Many Twin Cities-based furniture stores are expanding as the economy recovers.
Hom Furniture is building one of the largest furniture retail complexes in Minnesota to house all of its brands under one roof — Gabberts, Hom and Dock 86.
The new complex, to open by March, will mark the first Twin Cities expansion for Gabberts, the area’s highest-end furniture store. “It will be the Upper Midwest’s only one-stop destination for the largest selection in furniture price points and complete custom design solutions,” Hom’s executive director of marketing, Jerry Underwood, said in a statement.
Coon Rapids-based Hom has 15 showrooms in Minnesota, North Dakota, Wisconsin, Iowa and South Dakota. It is currently the 35th-largest furniture retailer in the country, according to Furniture Today, a trade publication.
Hom will repurpose the 185,000- square-foot complex in Little Canada, a former Levitz furniture site. Existing warehouse and storage space will be replaced with Gabberts and Hom stores. The existing Dock 86 showroom for discontinued and overstock merchandise remains in place.
The warehouse will move to Anoka to make space for the new complex near Interstates 35E and 694, which will include a new, 80,000-square-foot Hom store, a 35,000-square-foot Gabberts studio, and the existing 60,000-square-foot Dock 86 showroom. Hom and Gabberts will be open daily, and Dock 86 will keep limited hours Fridays through Mondays.
It will be the second Twin Cities location for the upscale Gabberts, which Hom purchased in 2008. Besides Edina, Hom also has Gabberts stores in Sioux City, Iowa, Sioux Falls, S.D., and Fargo, N.D. Before it was owned by Hom, Gabberts closed three locations in Texas in 2005 and 2006.
Hom President and CEO Rod Johansen said the new location will make it easier for customers in the northeast part of the metro to shop all three concepts at once. “We’ve seen customers at Gabberts who like Hom stuff and Hom customers at Dock 86. We’re trying to make it easier for all of them,” he said.
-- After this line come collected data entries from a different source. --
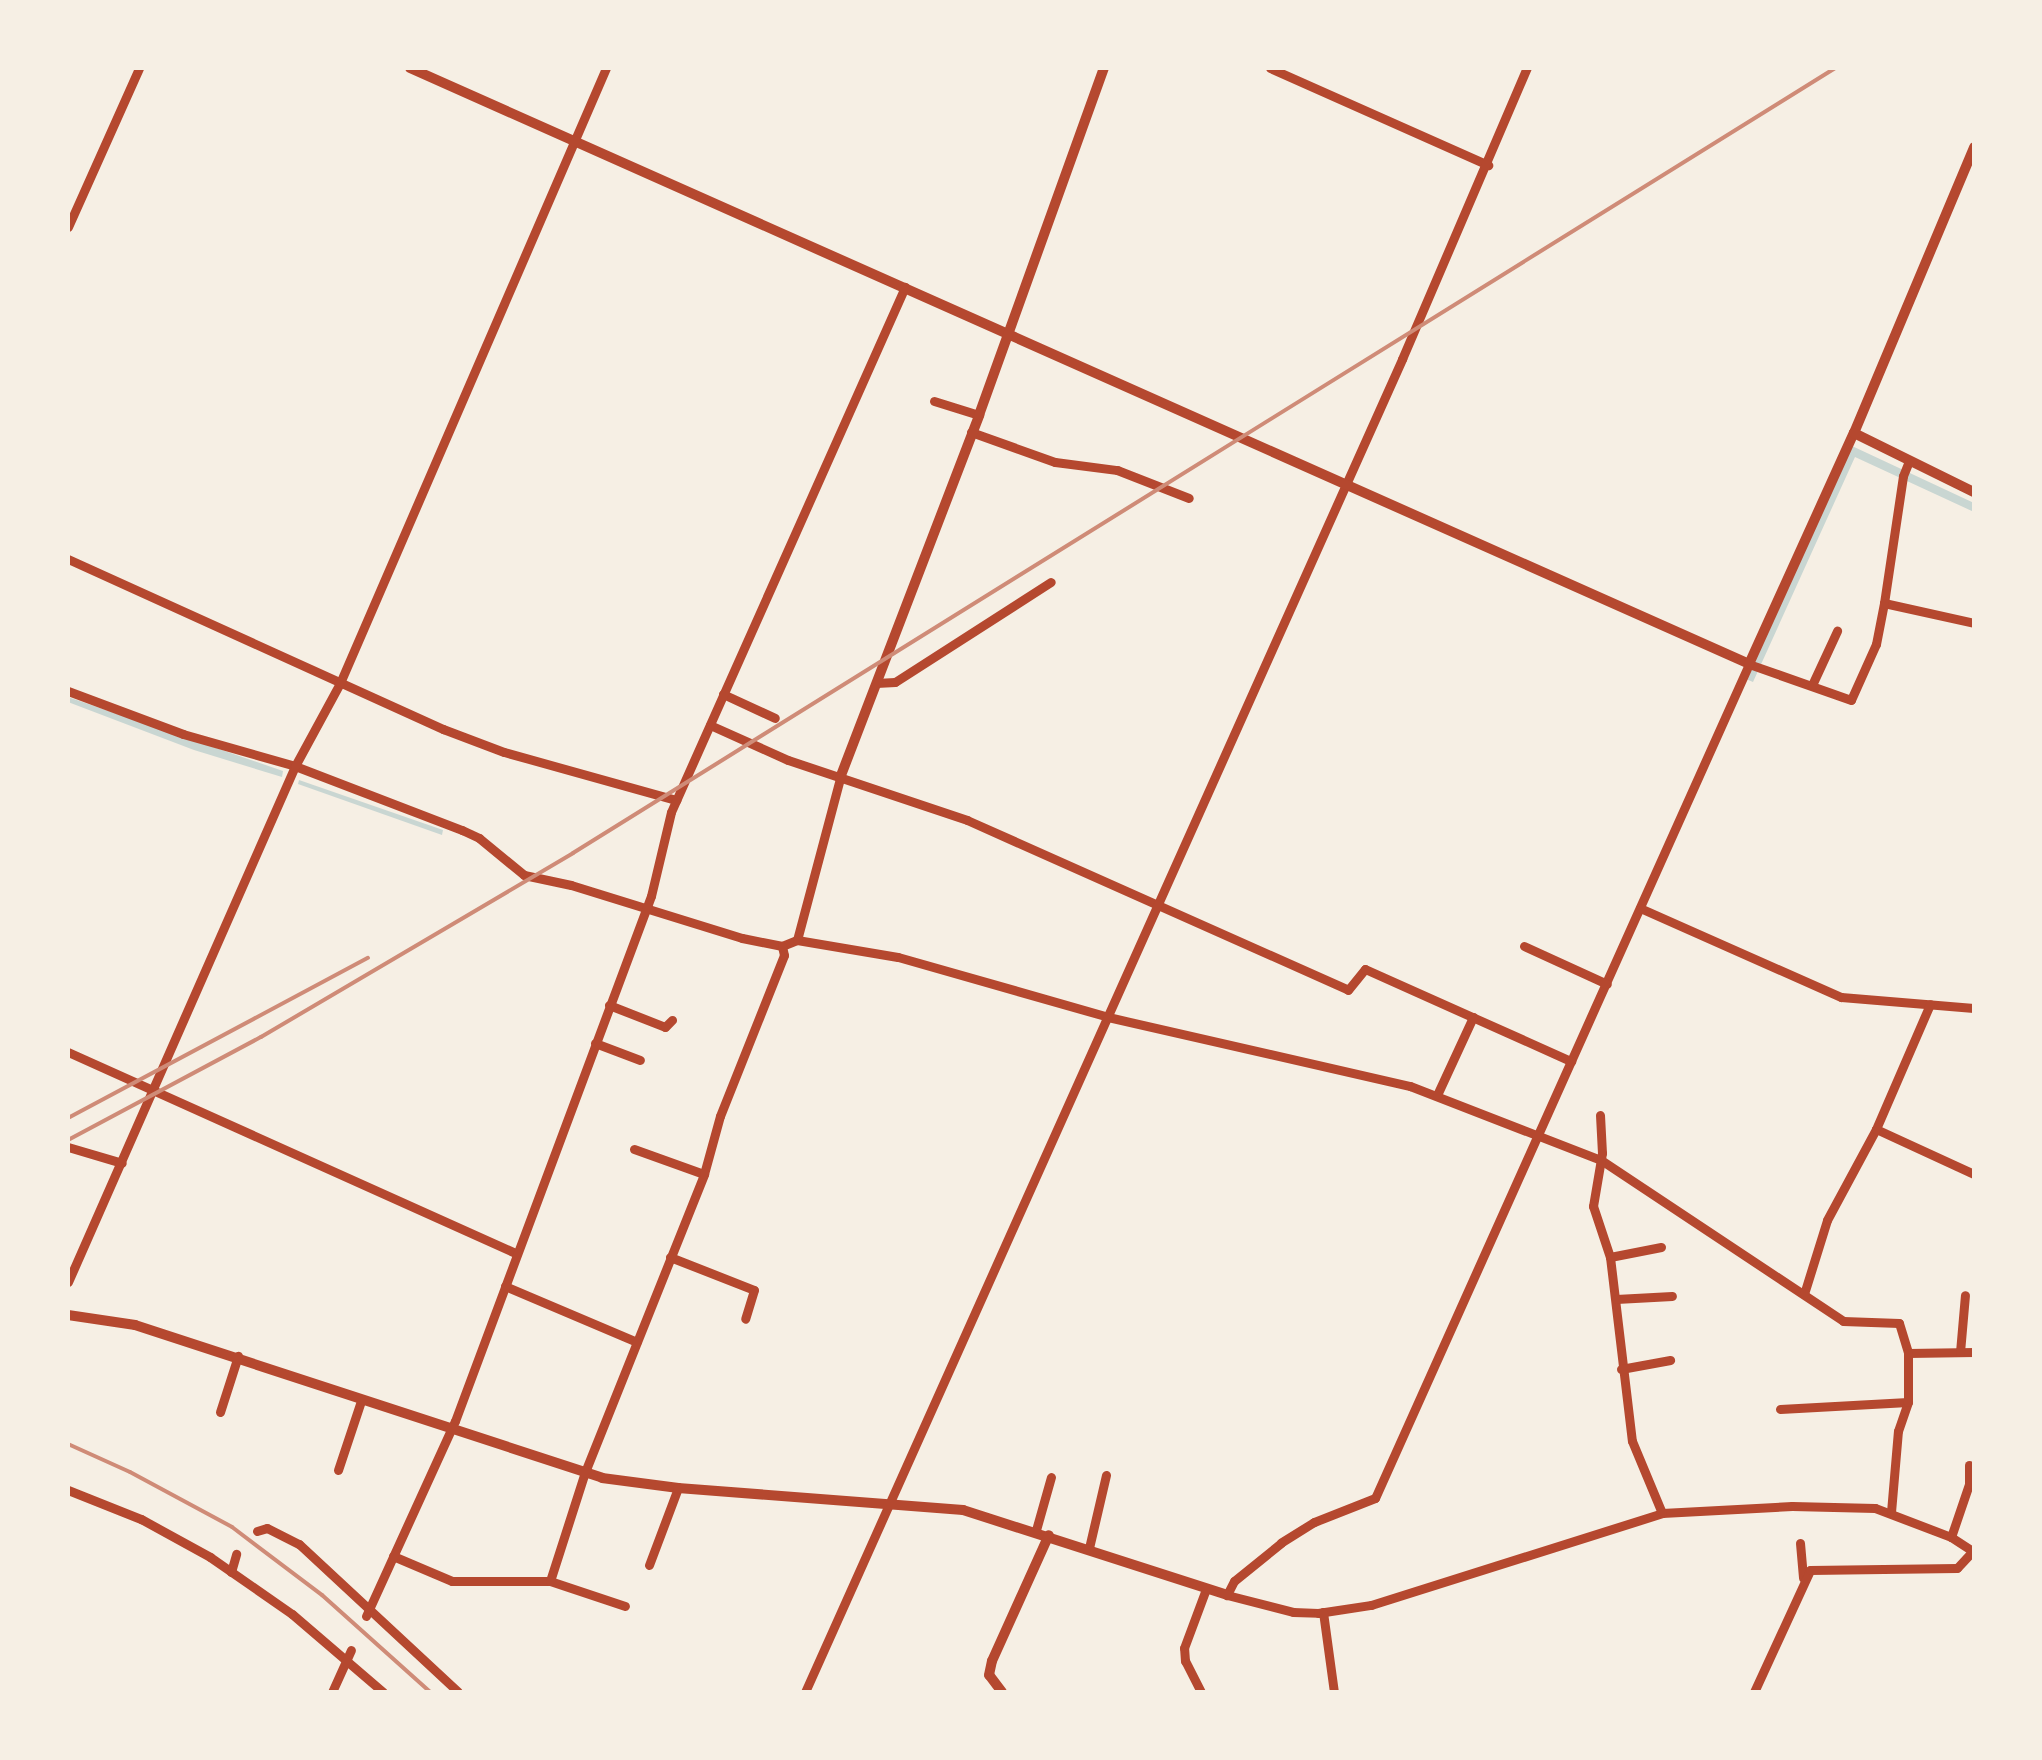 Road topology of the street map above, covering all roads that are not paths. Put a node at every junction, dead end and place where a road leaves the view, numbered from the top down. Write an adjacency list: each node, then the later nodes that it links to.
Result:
1 (139, 68): 10 (street)
2 (410, 68): 7 (street)
3 (606, 68): 7 (street)
4 (1104, 68): 12 (street)
5 (1270, 68): 9 (street)
6 (1528, 68): 9 (street)
7 (572, 141): 11 (street); 27 (street)
8 (1974, 148): 16 (street)
9 (1488, 165): 18 (street)
10 (68, 227)
11 (906, 287): 12 (street); 31 (street)
12 (1009, 334): 14 (street); 18 (street)
13 (934, 401): 14 (street)
14 (979, 415): 15 (street)
15 (971, 432): 20 (street); 28 (street)
16 (1854, 433): 17 (street); 26 (street)
17 (1909, 461): 19 (street); 23 (street)
18 (1346, 484): 26 (street); 37 (street)
19 (1974, 492)
20 (1189, 498)
21 (68, 559): 27 (street)
22 (1051, 582): 28 (street)
23 (1884, 604): 24 (street); 29 (street)
24 (1974, 623)
25 (1836, 632): 29 (street)
26 (1749, 664): 29 (street); 39 (street)
27 (340, 683): 34 (street); 36 (street)
28 (876, 683): 35 (street)
29 (1812, 685)
30 (68, 691): 34 (street)
31 (723, 694): 32 (street); 33 (street)
32 (775, 718)
33 (710, 725): 35 (street); 36 (street)
34 (295, 766): 38 (street); 54 (street)
35 (840, 778): 37 (street); 40 (street)
36 (676, 800): 38 (street)
37 (1158, 904): 47 (street); 48 (street)
38 (644, 908): 41 (street); 45 (street)
39 (1640, 908): 43 (street); 44 (street)
40 (797, 940): 41 (street); 47 (street)
41 (782, 946): 63 (street)
42 (1524, 946): 43 (street)
43 (1606, 984): 53 (street)
44 (1930, 1004): 46 (street); 57 (street)
45 (609, 1005): 49 (street); 50 (street)
46 (1974, 1008)
47 (1108, 1017): 55 (street); 96 (street)
48 (1473, 1017): 53 (street); 55 (street)
49 (672, 1020)
50 (595, 1043): 52 (street); 66 (street)
51 (68, 1052): 54 (street)
52 (640, 1060)
53 (1571, 1061): 58 (street)
54 (155, 1092): 62 (street); 66 (street)
55 (1437, 1095): 58 (street)
56 (1600, 1115): 61 (street)
57 (1876, 1129): 64 (street); 71 (street)
58 (1540, 1134): 61 (street); 113 (street)
59 (68, 1147): 62 (street)
60 (634, 1149): 63 (street)
61 (1600, 1160): 68 (street); 71 (street)
62 (122, 1163): 69 (street)
63 (704, 1174): 67 (street)
64 (1974, 1174)
65 (1661, 1247): 68 (street)
66 (516, 1254): 70 (street)
67 (670, 1256): 76 (street); 77 (street)
68 (1610, 1257): 74 (street)
69 (68, 1282)
70 (506, 1286): 77 (street); 88 (street)
71 (1804, 1294): 80 (street)
72 (1965, 1295): 78 (street)
73 (1672, 1296): 74 (street)
74 (1616, 1299): 83 (street)
75 (68, 1315): 81 (street)
76 (746, 1319)
77 (637, 1342): 91 (street)
78 (1960, 1352): 79 (street); 80 (street)
79 (1974, 1352)
80 (1908, 1353): 85 (street)
81 (238, 1356): 84 (street); 87 (street)
82 (1670, 1360): 83 (street)
83 (1621, 1368): 98 (street)
84 (361, 1401): 88 (street); 90 (street)
85 (1908, 1402): 86 (street); 97 (street)
86 (1780, 1409)
87 (220, 1412)
88 (450, 1431): 91 (street); 107 (street)
89 (1968, 1464): 102 (street)
90 (338, 1470)
91 (585, 1472): 94 (street); 111 (street)
92 (1106, 1475): 104 (street)
93 (1051, 1478): 99 (street)
94 (678, 1488): 96 (street); 108 (street)
95 (68, 1490): 109 (street)
96 (891, 1502): 99 (street); 122 (street)
97 (1891, 1512): 98 (street); 102 (street)
98 (1662, 1513): 116 (street)
99 (1036, 1530): 101 (street)
100 (256, 1531): 115 (street)
101 (1049, 1535): 104 (street); 123 (street)
102 (1951, 1537): 105 (street)
103 (1800, 1543): 110 (street)
104 (1089, 1548): 112 (street)
105 (1974, 1552): 110 (street)
106 (236, 1554): 109 (street)
107 (393, 1556): 111 (street); 115 (street)
108 (649, 1564)
109 (232, 1572): 118 (street)
110 (1803, 1578): 126 (street)
111 (550, 1582): 114 (street)
112 (1206, 1588): 113 (street); 124 (street)
113 (1227, 1595): 116 (street)
114 (625, 1606)
115 (368, 1612): 121 (street)
116 (1323, 1612): 125 (street)
117 (351, 1650): 118 (street)
118 (346, 1662): 119 (street); 120 (street)
119 (332, 1692)
120 (383, 1692)
121 (458, 1692)
122 (804, 1692)
123 (1002, 1692)
124 (1201, 1692)
125 (1334, 1692)
126 (1754, 1692)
It isn’t unusual for a retailer to combine various brands and price points under one roof, said Ray Allegrezza, editor at Furniture Today. “What is unusual is to have the upper end included in the mix,” he said. “There are fewer players in the strictly high-end than a few years ago.”
Mix and match
Consumers are more likely to mix and match price points in a master bedroom compared to a guest bedroom as well as primary home vs. a vacation home. Hom is hoping to make the center a one-stop shop for the person who will pair a $3,000 sofa next to a $300 accent chair.
“HGTV taught us that it’s OK to mix high-end and low-end,” said Allegrezza. “This new store runs the gamut from the Dock 86 bazaar format where you find what you can at great prices to high-end merchandise. It’s giving customers a chance to go across the full price spectrum.”
Other furniture stores based in the Twin Cities are also seeing modest expansion. Little Canada-based Slumberland has opened three stores this year in Hayward, Wis.; Springfield, Ill.; and Burlington, Iowa.
Usually Slumberland, No. 21 in Furniture Today’s top 100 furniture retailers, opens four stores annually, said President Kenny Larson. “The challenge is that the dollars spent are growing, but the number of units sold is not,” he said. “The lower economic demographic is not back in the market yet,” he said.
Room & Board just opened a store in Boston and will add a new location in the Chelsea neighborhood of New York City later this year, bringing the total store number to 15. It’s also moving its Rogers distribution center to Otsego, doubling the size in its new location.
The outlet store will expand by 5,000 square feet and move to a new location with additional parking in the Golden Valley complex this fall.
Still not the biggest
Schneiderman’s Furniture, based in Lakeville, just doubled the size of its Woodbury store and will open a new store in Rochester in August. Although the Chaska and Burnsville outlet stores are closed, CEO Larry Schneiderman is hopeful for the future. “We just had the best June we’ve ever had,” he said. “As consumer confidence grows, we’re confident that people will be buying good furniture.”
Hom’s new furniture complex, large as it is, is not the state’s largest. That title still belongs to Becker Furniture World in Becker, Minn., which has 250,000 square feet of retail space and a chapel.